**Task description:** A faithful copy of all the entries is required, with no pictures in it.
*** Provided data ***
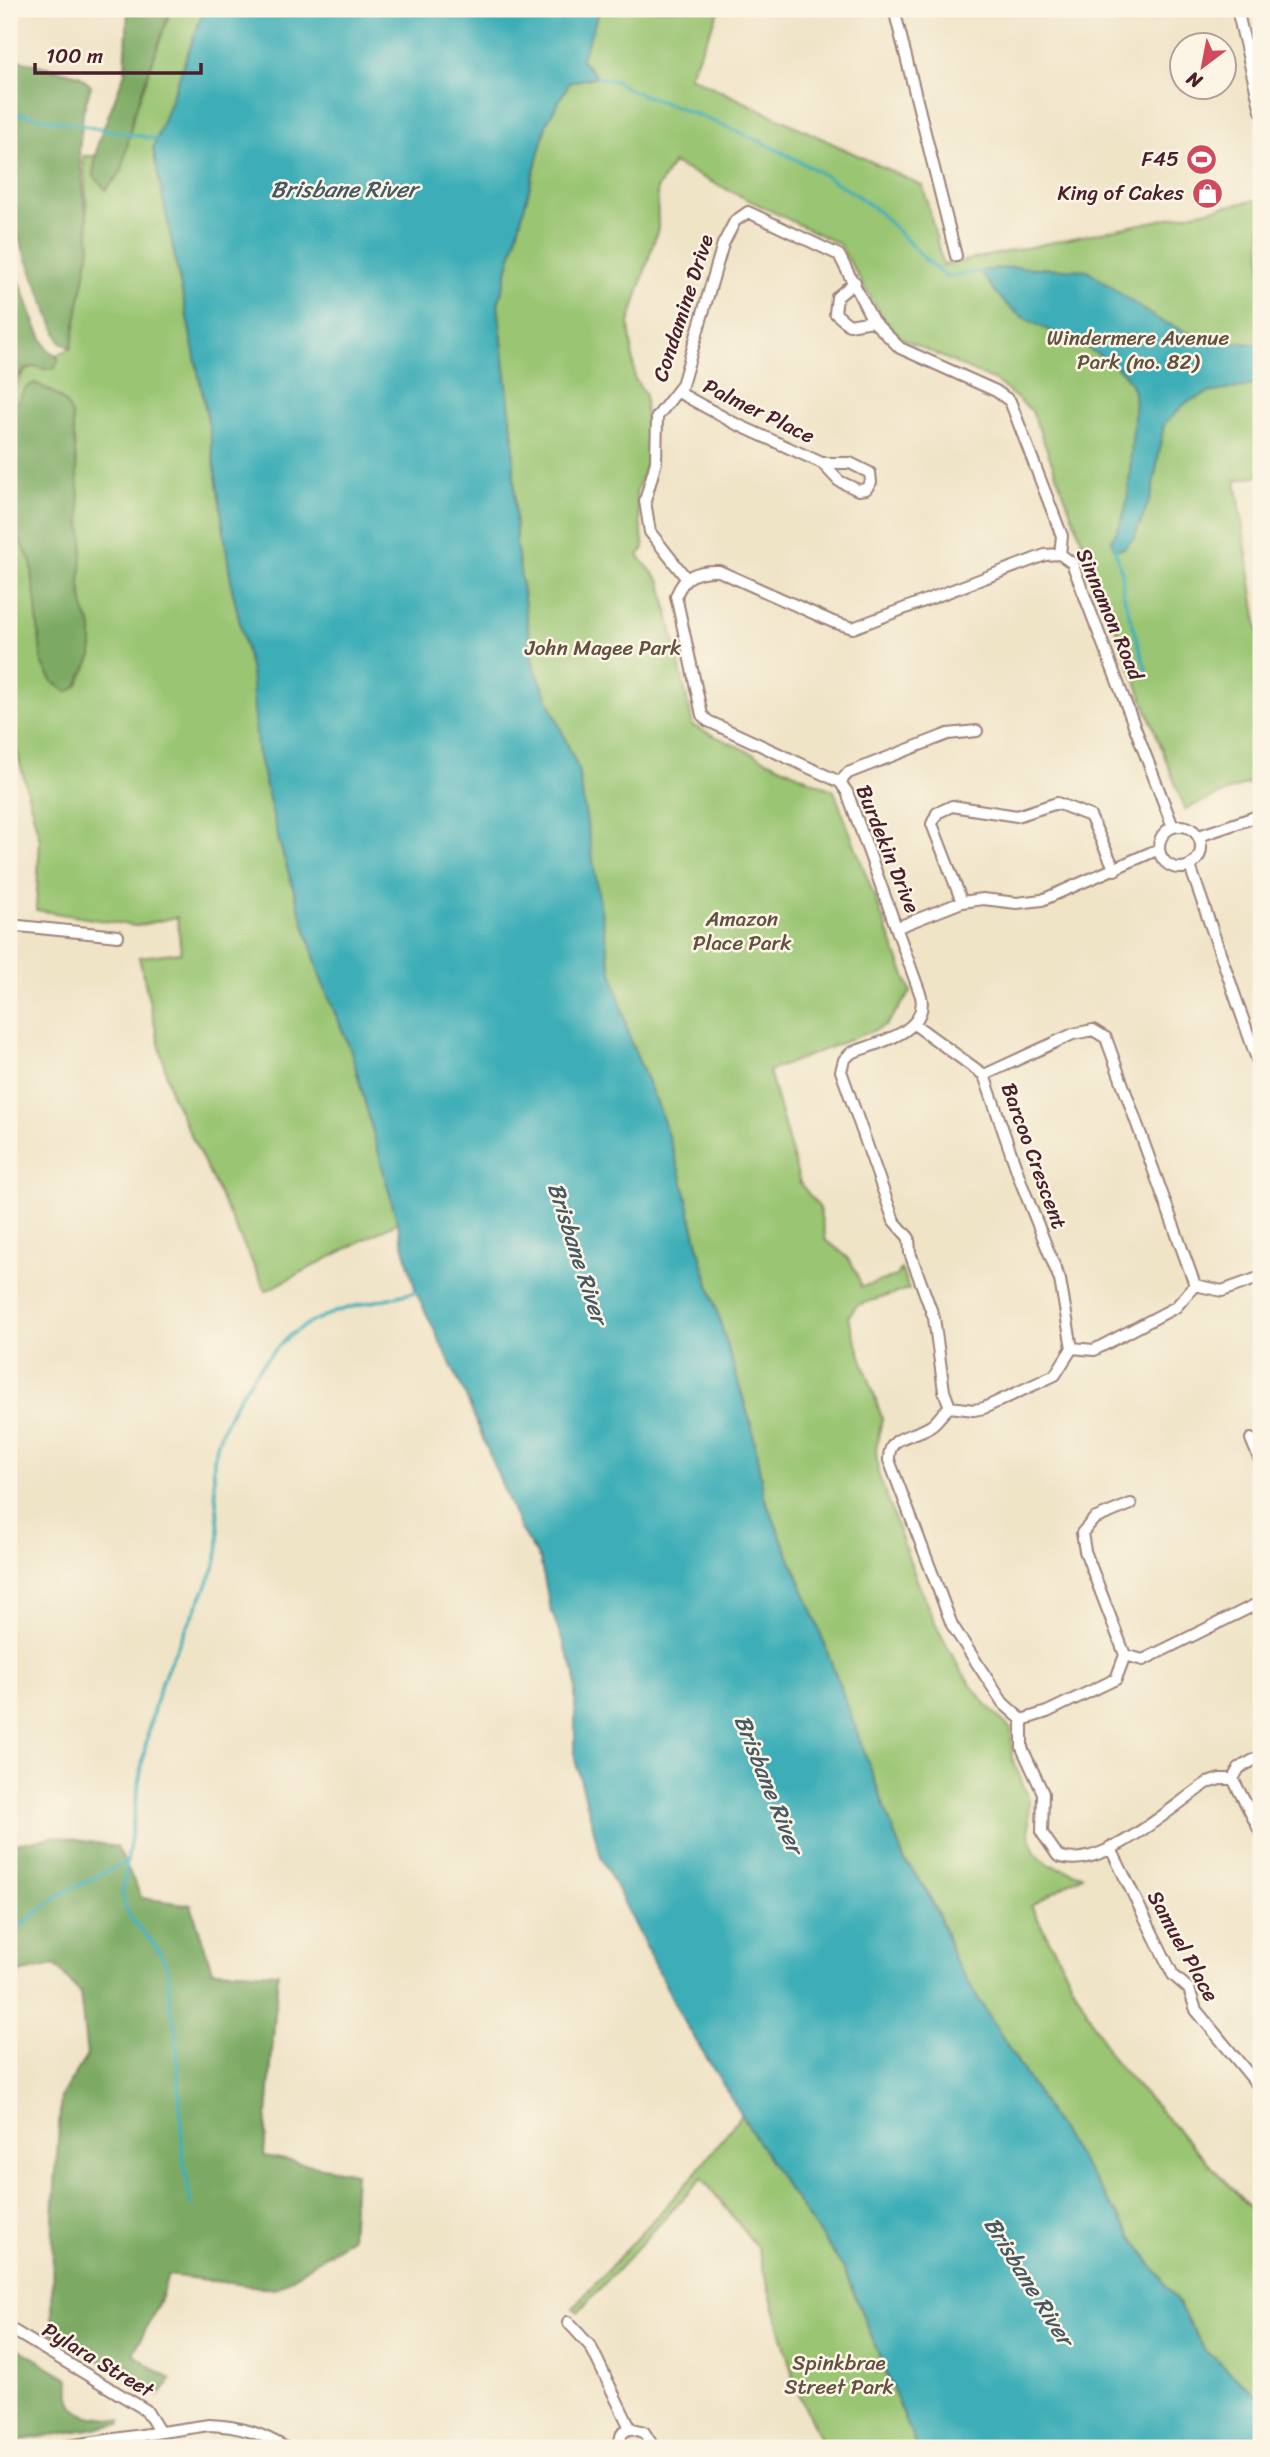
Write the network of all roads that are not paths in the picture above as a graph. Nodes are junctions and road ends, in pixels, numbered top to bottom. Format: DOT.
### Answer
graph roads {
  1 [pos="894,9"];
  2 [pos="1237,9"];
  3 [pos="1261,111"];
  4 [pos="956,256"];
  5 [pos="855,282"];
  6 [pos="873,321"];
  7 [pos="678,392"];
  8 [pos="1016,414"];
  9 [pos="822,463"];
  10 [pos="1060,554"];
  11 [pos="686,578"];
  12 [pos="977,730"];
  13 [pos="840,782"];
  14 [pos="1261,815"];
  15 [pos="1173,827"];
  16 [pos="1199,836"];
  17 [pos="1158,849"];
  18 [pos="1190,866"];
  19 [pos="1115,870"];
  20 [pos="962,902"];
  21 [pos="9,925"];
  22 [pos="898,927"];
  23 [pos="118,936"];
  24 [pos="914,1024"];
  25 [pos="1261,1071"];
  26 [pos="984,1075"];
  27 [pos="1261,1277"];
  28 [pos="1195,1284"];
  29 [pos="1072,1348"];
  30 [pos="950,1407"];
  31 [pos="1251,1439"];
  32 [pos="1261,1463"];
  33 [pos="1131,1504"];
  34 [pos="1261,1602"];
  35 [pos="1125,1656"];
  36 [pos="1022,1720"];
  37 [pos="1261,1756"];
  38 [pos="1233,1779"];
  39 [pos="1261,1833"];
  40 [pos="1110,1847"];
  41 [pos="1261,2089"];
  42 [pos="568,2322"];
  43 [pos="9,2328"];
  44 [pos="630,2428"];
  45 [pos="159,2431"];
  46 [pos="54,2448"];
  47 [pos="286,2448"];
  48 [pos="618,2448"];
  49 [pos="654,2448"];
  1 -- 4 [label="street"];
  2 -- 3 [label="street"];
  5 -- 6 [label="street, Condamine Drive"];
  5 -- 6 [label="street"];
  5 -- 7 [label="street, Condamine Drive"];
  6 -- 8 [label="street, Condamine Drive"];
  7 -- 9 [label="street, Palmer Place"];
  7 -- 11 [label="street, Condamine Drive"];
  8 -- 10 [label="street, Sinnamon Road"];
  10 -- 11 [label="street"];
  10 -- 15 [label="street, Sinnamon Road"];
  11 -- 13 [label="street, Burdekin Drive"];
  12 -- 13 [label="street"];
  13 -- 22 [label="street, Burdekin Drive"];
  14 -- 16 [label="street"];
  15 -- 16 [label="street"];
  15 -- 17 [label="street"];
  16 -- 18 [label="street"];
  17 -- 18 [label="street"];
  17 -- 19 [label="street"];
  18 -- 25 [label="street"];
  19 -- 20 [label="street"];
  19 -- 20 [label="street"];
  20 -- 22 [label="street"];
  21 -- 23 [label="street"];
  22 -- 24 [label="street, Burdekin Drive"];
  24 -- 26 [label="street"];
  24 -- 30 [label="street"];
  26 -- 28 [label="street, Barcoo Crescent"];
  26 -- 29 [label="street, Barcoo Crescent"];
  27 -- 28 [label="street"];
  28 -- 29 [label="street"];
  29 -- 30 [label="street"];
  30 -- 36 [label="street"];
  31 -- 32 [label="street"];
  33 -- 35 [label="street"];
  34 -- 35 [label="street"];
  35 -- 36 [label="street"];
  36 -- 40 [label="street"];
  37 -- 38 [label="street"];
  38 -- 39 [label="street"];
  38 -- 40 [label="street"];
  40 -- 41 [label="street, Samuel Place"];
  42 -- 44 [label="street"];
  43 -- 45 [label="street, Pylara Street"];
  44 -- 48 [label="street"];
  44 -- 49 [label="street"];
  45 -- 46 [label="street"];
  45 -- 47 [label="street"];
}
*** End of Provided data ***
**Answer area:**
Write the network of all roads that are not paths in the picture above as a graph. Nodes are junctions and road ends, in pixels, numbered top to bottom. Format: DOT.
### Answer
graph roads {
  1 [pos="894,9"];
  2 [pos="1237,9"];
  3 [pos="1261,111"];
  4 [pos="956,256"];
  5 [pos="855,282"];
  6 [pos="873,321"];
  7 [pos="678,392"];
  8 [pos="1016,414"];
  9 [pos="822,463"];
  10 [pos="1060,554"];
  11 [pos="686,578"];
  12 [pos="977,730"];
  13 [pos="840,782"];
  14 [pos="1261,815"];
  15 [pos="1173,827"];
  16 [pos="1199,836"];
  17 [pos="1158,849"];
  18 [pos="1190,866"];
  19 [pos="1115,870"];
  20 [pos="962,902"];
  21 [pos="9,925"];
  22 [pos="898,927"];
  23 [pos="118,936"];
  24 [pos="914,1024"];
  25 [pos="1261,1071"];
  26 [pos="984,1075"];
  27 [pos="1261,1277"];
  28 [pos="1195,1284"];
  29 [pos="1072,1348"];
  30 [pos="950,1407"];
  31 [pos="1251,1439"];
  32 [pos="1261,1463"];
  33 [pos="1131,1504"];
  34 [pos="1261,1602"];
  35 [pos="1125,1656"];
  36 [pos="1022,1720"];
  37 [pos="1261,1756"];
  38 [pos="1233,1779"];
  39 [pos="1261,1833"];
  40 [pos="1110,1847"];
  41 [pos="1261,2089"];
  42 [pos="568,2322"];
  43 [pos="9,2328"];
  44 [pos="630,2428"];
  45 [pos="159,2431"];
  46 [pos="54,2448"];
  47 [pos="286,2448"];
  48 [pos="618,2448"];
  49 [pos="654,2448"];
  1 -- 4 [label="street"];
  2 -- 3 [label="street"];
  5 -- 6 [label="street, Condamine Drive"];
  5 -- 6 [label="street"];
  5 -- 7 [label="street, Condamine Drive"];
  6 -- 8 [label="street, Condamine Drive"];
  7 -- 9 [label="street, Palmer Place"];
  7 -- 11 [label="street, Condamine Drive"];
  8 -- 10 [label="street, Sinnamon Road"];
  10 -- 11 [label="street"];
  10 -- 15 [label="street, Sinnamon Road"];
  11 -- 13 [label="street, Burdekin Drive"];
  12 -- 13 [label="street"];
  13 -- 22 [label="street, Burdekin Drive"];
  14 -- 16 [label="street"];
  15 -- 16 [label="street"];
  15 -- 17 [label="street"];
  16 -- 18 [label="street"];
  17 -- 18 [label="street"];
  17 -- 19 [label="street"];
  18 -- 25 [label="street"];
  19 -- 20 [label="street"];
  19 -- 20 [label="street"];
  20 -- 22 [label="street"];
  21 -- 23 [label="street"];
  22 -- 24 [label="street, Burdekin Drive"];
  24 -- 26 [label="street"];
  24 -- 30 [label="street"];
  26 -- 28 [label="street, Barcoo Crescent"];
  26 -- 29 [label="street, Barcoo Crescent"];
  27 -- 28 [label="street"];
  28 -- 29 [label="street"];
  29 -- 30 [label="street"];
  30 -- 36 [label="street"];
  31 -- 32 [label="street"];
  33 -- 35 [label="street"];
  34 -- 35 [label="street"];
  35 -- 36 [label="street"];
  36 -- 40 [label="street"];
  37 -- 38 [label="street"];
  38 -- 39 [label="street"];
  38 -- 40 [label="street"];
  40 -- 41 [label="street, Samuel Place"];
  42 -- 44 [label="street"];
  43 -- 45 [label="street, Pylara Street"];
  44 -- 48 [label="street"];
  44 -- 49 [label="street"];
  45 -- 46 [label="street"];
  45 -- 47 [label="street"];
}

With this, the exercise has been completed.